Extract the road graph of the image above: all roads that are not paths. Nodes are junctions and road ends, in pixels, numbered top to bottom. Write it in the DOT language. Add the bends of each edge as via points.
...
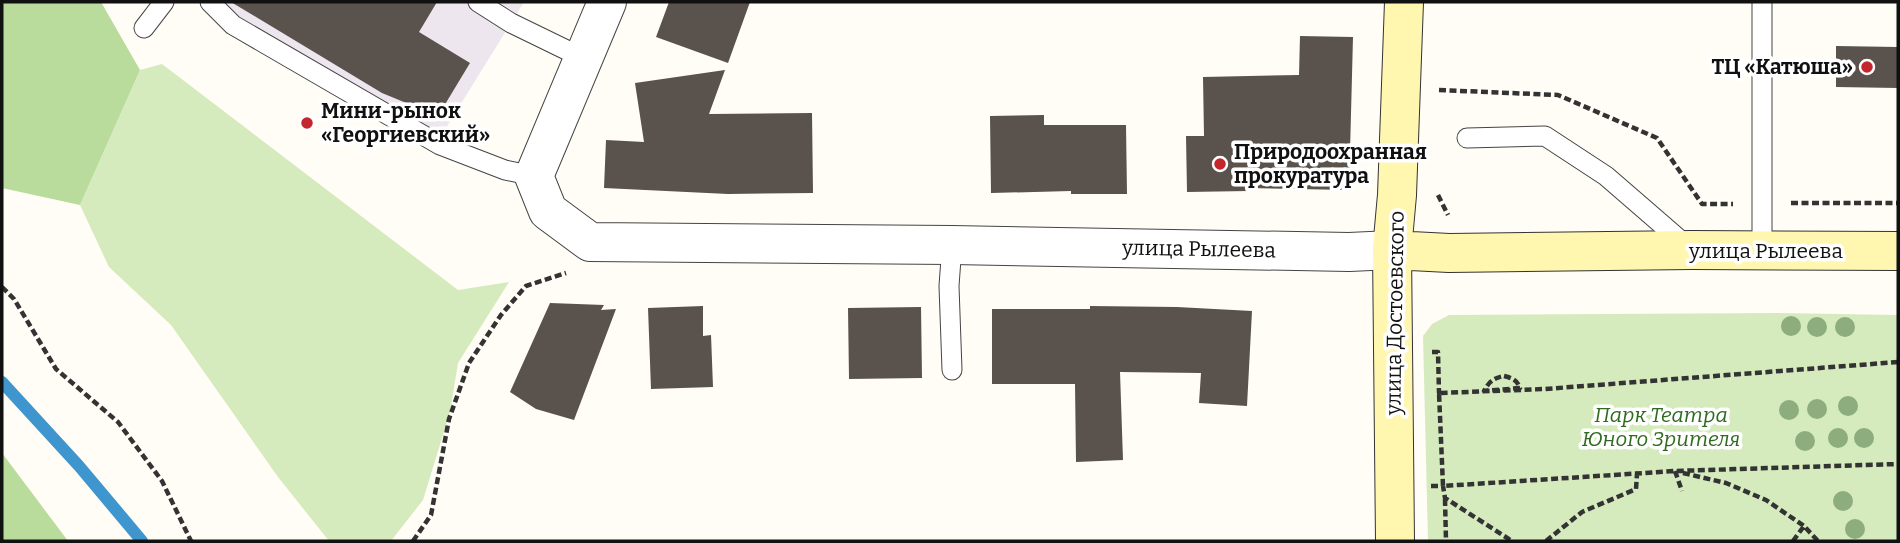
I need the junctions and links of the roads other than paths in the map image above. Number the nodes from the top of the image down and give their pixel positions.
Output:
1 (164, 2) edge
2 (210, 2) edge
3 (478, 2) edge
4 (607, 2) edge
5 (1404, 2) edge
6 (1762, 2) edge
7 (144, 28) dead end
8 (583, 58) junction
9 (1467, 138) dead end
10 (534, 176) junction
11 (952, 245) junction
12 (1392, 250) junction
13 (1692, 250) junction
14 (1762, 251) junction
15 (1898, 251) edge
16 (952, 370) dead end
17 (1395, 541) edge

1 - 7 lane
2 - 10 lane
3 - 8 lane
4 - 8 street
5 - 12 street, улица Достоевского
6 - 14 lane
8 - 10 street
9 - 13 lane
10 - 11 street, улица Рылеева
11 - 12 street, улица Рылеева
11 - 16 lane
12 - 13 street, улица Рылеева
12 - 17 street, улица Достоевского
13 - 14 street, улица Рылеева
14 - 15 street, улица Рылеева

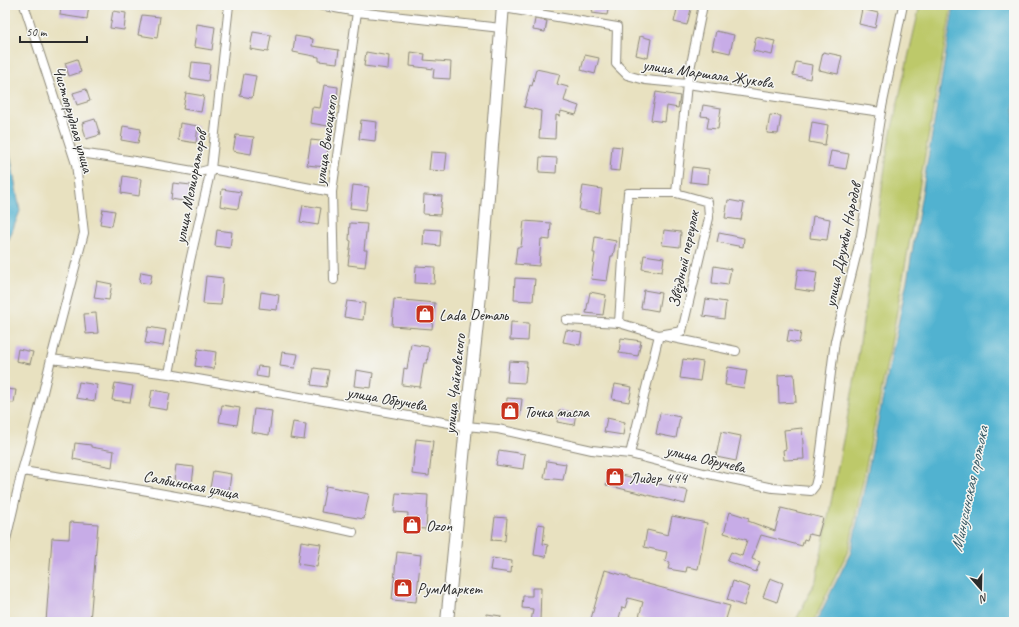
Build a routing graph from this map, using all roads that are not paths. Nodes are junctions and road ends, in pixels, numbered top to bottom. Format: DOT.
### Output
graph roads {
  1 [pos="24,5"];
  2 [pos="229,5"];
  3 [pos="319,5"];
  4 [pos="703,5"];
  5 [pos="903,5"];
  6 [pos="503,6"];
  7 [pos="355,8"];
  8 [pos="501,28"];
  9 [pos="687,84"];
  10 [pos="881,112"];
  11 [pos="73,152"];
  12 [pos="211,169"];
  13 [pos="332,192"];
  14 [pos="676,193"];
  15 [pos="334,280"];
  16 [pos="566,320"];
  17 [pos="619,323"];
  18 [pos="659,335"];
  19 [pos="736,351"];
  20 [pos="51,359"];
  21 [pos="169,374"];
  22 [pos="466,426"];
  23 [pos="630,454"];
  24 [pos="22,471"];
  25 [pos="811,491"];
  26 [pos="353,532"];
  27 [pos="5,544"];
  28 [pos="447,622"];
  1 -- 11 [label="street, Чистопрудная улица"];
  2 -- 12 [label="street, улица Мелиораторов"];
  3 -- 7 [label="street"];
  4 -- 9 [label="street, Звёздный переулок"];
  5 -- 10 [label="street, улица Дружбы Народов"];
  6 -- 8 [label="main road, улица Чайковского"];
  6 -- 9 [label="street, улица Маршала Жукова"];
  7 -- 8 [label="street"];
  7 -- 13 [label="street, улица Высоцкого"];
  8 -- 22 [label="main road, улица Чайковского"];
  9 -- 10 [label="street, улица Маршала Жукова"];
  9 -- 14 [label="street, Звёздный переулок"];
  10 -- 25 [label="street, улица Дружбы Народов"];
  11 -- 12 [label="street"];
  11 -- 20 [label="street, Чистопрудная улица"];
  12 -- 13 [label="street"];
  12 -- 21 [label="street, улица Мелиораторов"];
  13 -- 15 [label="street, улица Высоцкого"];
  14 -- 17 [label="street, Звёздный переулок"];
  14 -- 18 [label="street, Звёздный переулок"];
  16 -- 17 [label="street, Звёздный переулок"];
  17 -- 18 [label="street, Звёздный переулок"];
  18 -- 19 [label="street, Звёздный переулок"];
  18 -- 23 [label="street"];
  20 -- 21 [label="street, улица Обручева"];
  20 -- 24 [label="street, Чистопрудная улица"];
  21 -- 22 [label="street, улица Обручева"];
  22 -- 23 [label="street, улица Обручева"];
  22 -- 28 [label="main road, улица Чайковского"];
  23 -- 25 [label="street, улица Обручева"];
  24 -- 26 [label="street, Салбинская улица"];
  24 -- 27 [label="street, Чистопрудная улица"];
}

- Task instructions: Please return every line of the records that contains the word "above".

- Answer to the exercise:
Extract the road graph of the image above: all roads that are not paths. Nodes are junctions and road ends, in pixels, numbered top to bottom. Write it in the DOT language. Add the bends of each edge as via points.
I need the junctions and links of the roads other than paths in the map image above. Number the nodes from the top of the image down and give their pixel positions.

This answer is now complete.